We may as well say, if we have not already said in our previous remarks upon the books upon this question which have been reviewed in the pages of "The Galaxy," that we do not regard the theory of evolution as established. Facts of great interest bearing upon it have been discovered, and deductions from those facts have been made and set forth with great ingenuity and plausibility, so that it demands serious attention from the scientific point of view. But this seems to us all that has been done. Our feelings and our convictions, not to say our creed, are all against it. It is a degrading and a hopeless view of the universe, and particularly of man. Him it places in the attitude of a mere physical item in the cosmos—one link, although the last and a golden one, in a chain of events the beginning and the future of which are alike unknown. All our instincts revolt against it. We don't believe it; and we candidly confess that we are in the position, abhorrent and ridiculous to the scientific mind, of not wishing to believe it. We believe, and we desire to believe, that man was made, however and when, as man; and that however inferior he may have been in his first condition to what he is now, he was never anything less than human.
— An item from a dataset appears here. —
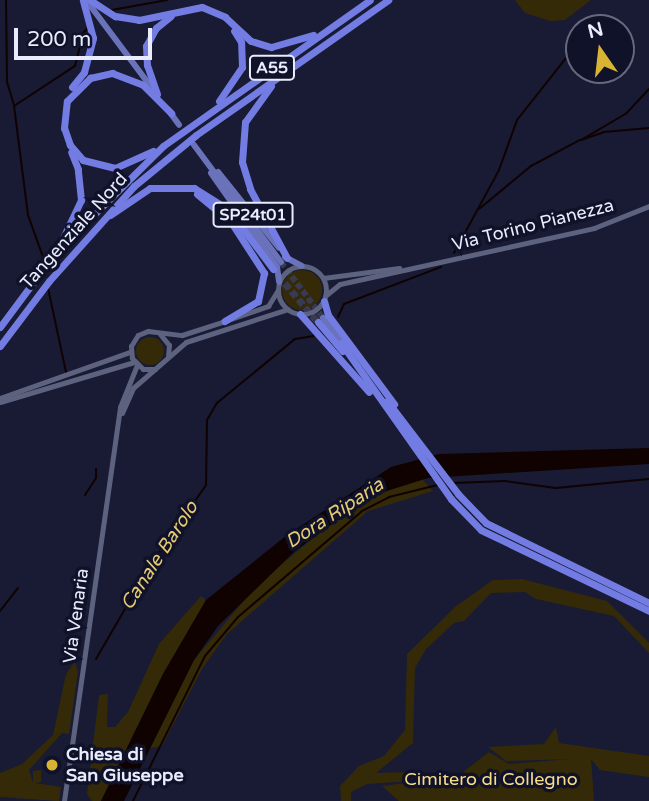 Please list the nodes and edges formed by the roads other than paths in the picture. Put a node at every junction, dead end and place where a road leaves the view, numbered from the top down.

Feeling thus and believing thus, we nevertheless cannot see that those who are resisting science on the ground that its assumed discoveries are at war with the assumed teachings of revealed religion are doing wisely, or that they, even the best of them, have written one word which in the least impairs the value or the significance of the facts and the deductions which science has set forth. Science is only to be met by science. Theology cannot touch it. A beast and a fish cannot fight: one must stay on land and the other must stay in the water. Religionists, on the one hand, say that if science has discovered, or professes to have discovered, anything at variance with the Mosaic cosmogony, it is not to be believed. Scientific observers say on the other that if theology teaches anything at variance with fact and logic, so much the worse for theology. This attitude of the two will be maintained. It is natural, and in a certain sense right, that it should be maintained. Each will hold its position. Neither can accept the conclusions of the other or its methods without both ceasing to be what they are. Notwithstanding this difficulty, which is radical, the controversy will go on, until it is decided, not by argument, but by time, experience, and the moral and intellectual development of mankind.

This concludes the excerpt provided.